▶ **WORK TO COMPLETE**: Could you retype the records below exactly as they appear, skipping any pictures?

|---|

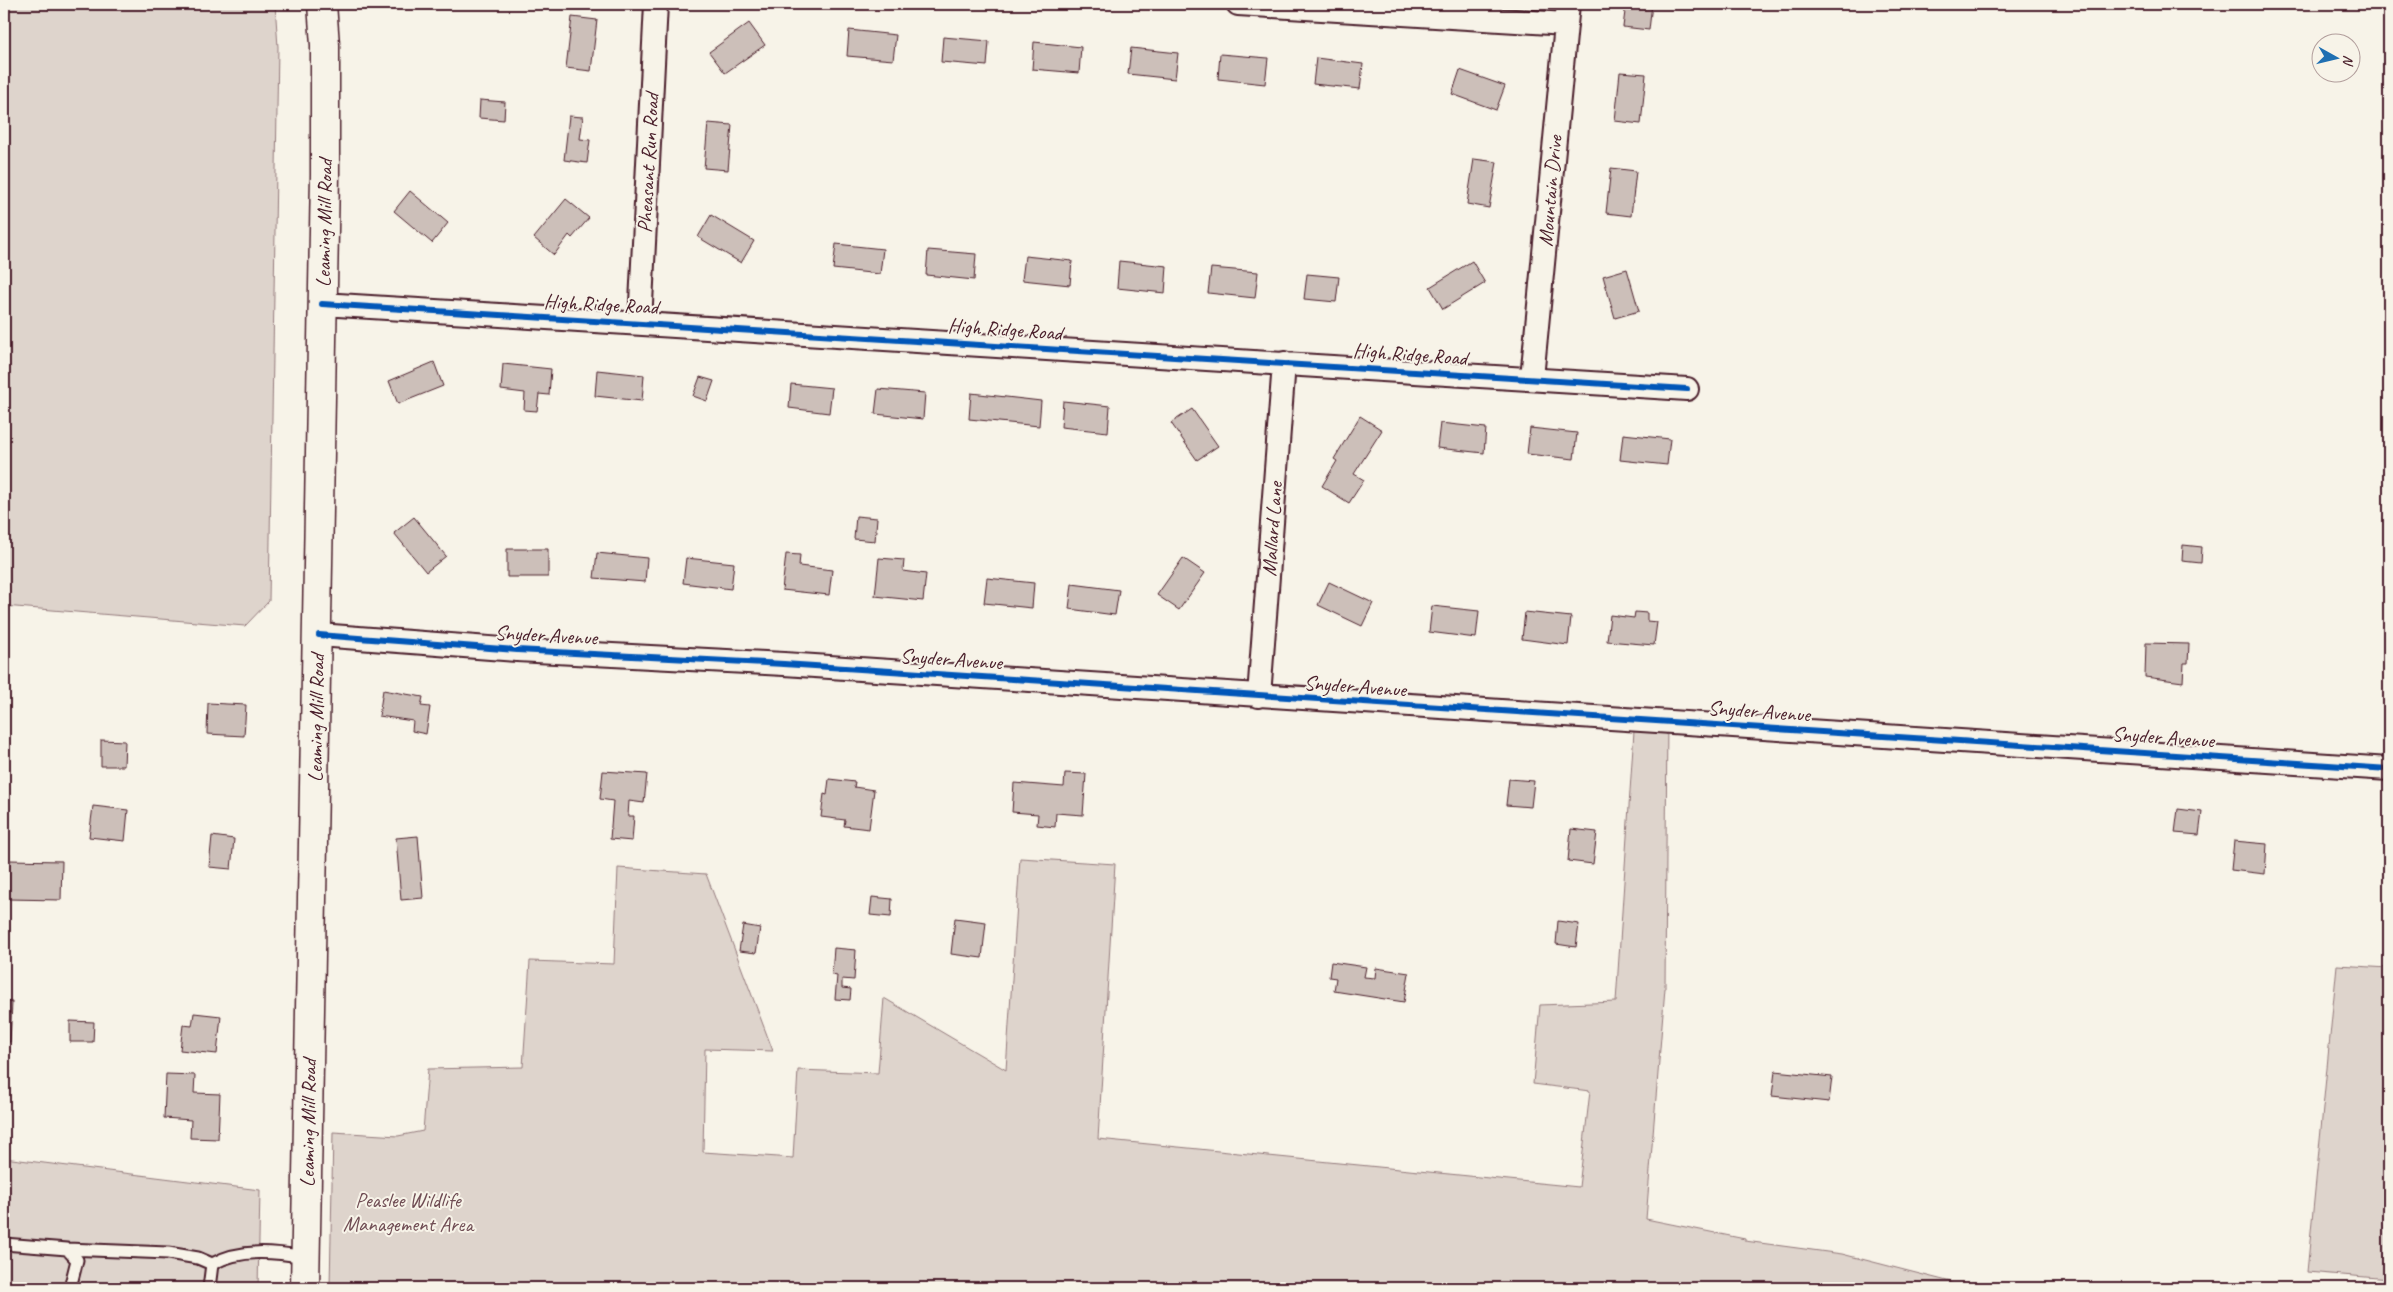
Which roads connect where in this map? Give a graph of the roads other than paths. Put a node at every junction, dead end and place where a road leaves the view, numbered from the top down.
1 (322, 4) edge
2 (656, 4) edge
3 (1238, 4) edge
4 (1567, 14) edge
5 (322, 304) junction
6 (640, 323) junction
7 (1284, 363) junction
8 (1532, 378) junction
9 (1686, 389) dead end
10 (318, 635) junction
11 (1259, 696) junction
12 (2389, 769) edge
13 (4, 1244) edge
14 (67, 1249) junction
15 (305, 1257) junction
16 (212, 1264) junction
17 (70, 1288) edge
18 (209, 1288) edge
19 (305, 1288) edge

1 - 5 street, Leaming Mill Road
2 - 6 street, Pheasant Run Road
3 - 4 street
4 - 8 street, Mountain Drive
5 - 6 street, High Ridge Road
5 - 10 street, Leaming Mill Road
6 - 7 street, High Ridge Road
7 - 8 street, High Ridge Road
7 - 11 street, Mallard Lane
8 - 9 street, High Ridge Road
10 - 11 street, Snyder Avenue
10 - 15 street, Leaming Mill Road
11 - 12 street, Snyder Avenue
13 - 14 lane
14 - 16 lane
14 - 17 lane
15 - 16 lane
15 - 19 street, Leaming Mill Road
16 - 18 lane

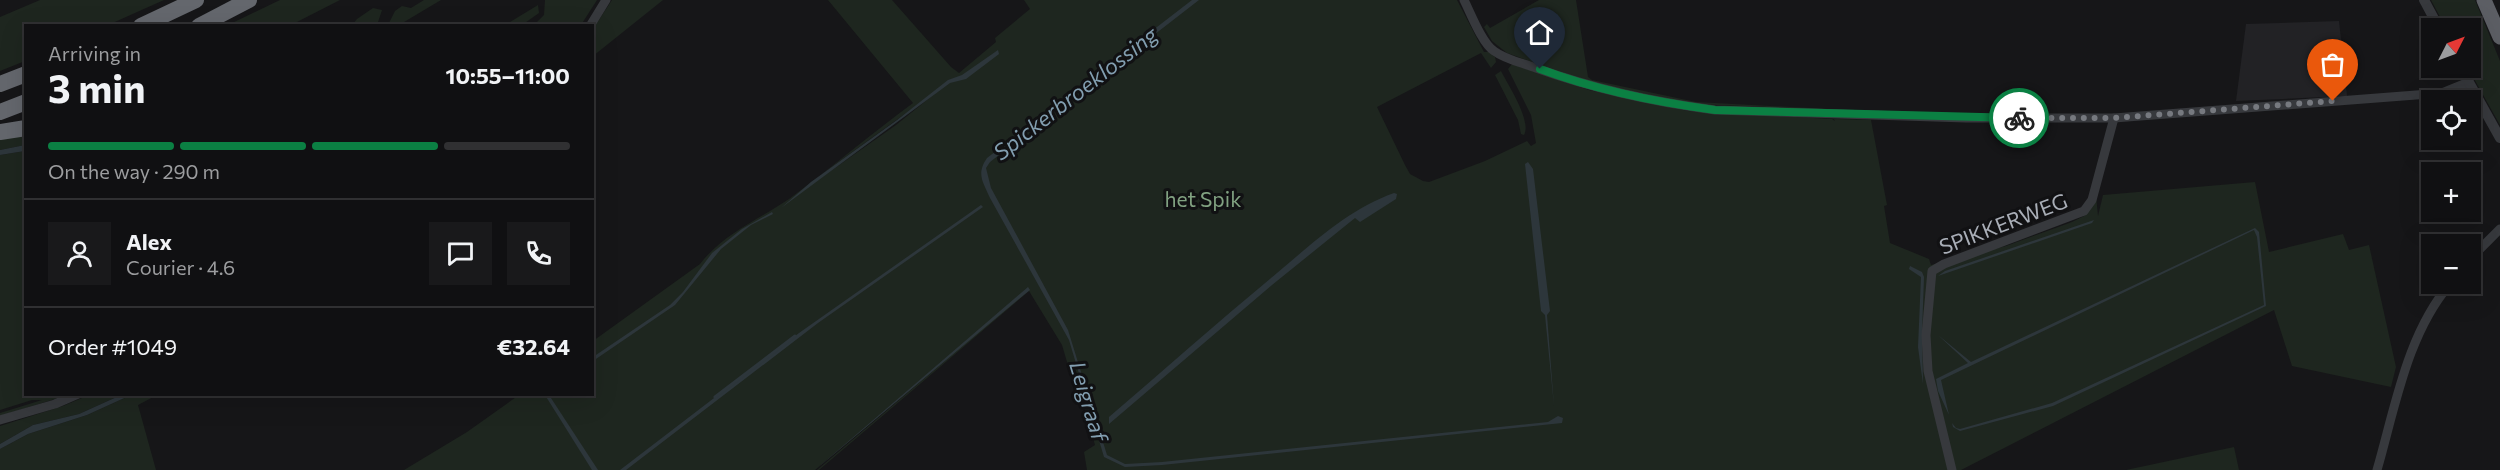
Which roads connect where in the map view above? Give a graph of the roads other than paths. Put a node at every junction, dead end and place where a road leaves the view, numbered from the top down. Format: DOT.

|---|

▶ **RESPONSE TO THE TASK**:
Which roads connect where in this map? Give a graph of the roads other than paths. Put a node at every junction, dead end and place where a road leaves the view, numbered from the top down.
1 (322, 4) edge
2 (656, 4) edge
3 (1238, 4) edge
4 (1567, 14) edge
5 (322, 304) junction
6 (640, 323) junction
7 (1284, 363) junction
8 (1532, 378) junction
9 (1686, 389) dead end
10 (318, 635) junction
11 (1259, 696) junction
12 (2389, 769) edge
13 (4, 1244) edge
14 (67, 1249) junction
15 (305, 1257) junction
16 (212, 1264) junction
17 (70, 1288) edge
18 (209, 1288) edge
19 (305, 1288) edge

1 - 5 street, Leaming Mill Road
2 - 6 street, Pheasant Run Road
3 - 4 street
4 - 8 street, Mountain Drive
5 - 6 street, High Ridge Road
5 - 10 street, Leaming Mill Road
6 - 7 street, High Ridge Road
7 - 8 street, High Ridge Road
7 - 11 street, Mallard Lane
8 - 9 street, High Ridge Road
10 - 11 street, Snyder Avenue
10 - 15 street, Leaming Mill Road
11 - 12 street, Snyder Avenue
13 - 14 lane
14 - 16 lane
14 - 17 lane
15 - 16 lane
15 - 19 street, Leaming Mill Road
16 - 18 lane

Which roads connect where in the map view above? Give a graph of the roads other than paths. Put a node at every junction, dead end and place where a road leaves the view, numbered from the top down. Format: DOT.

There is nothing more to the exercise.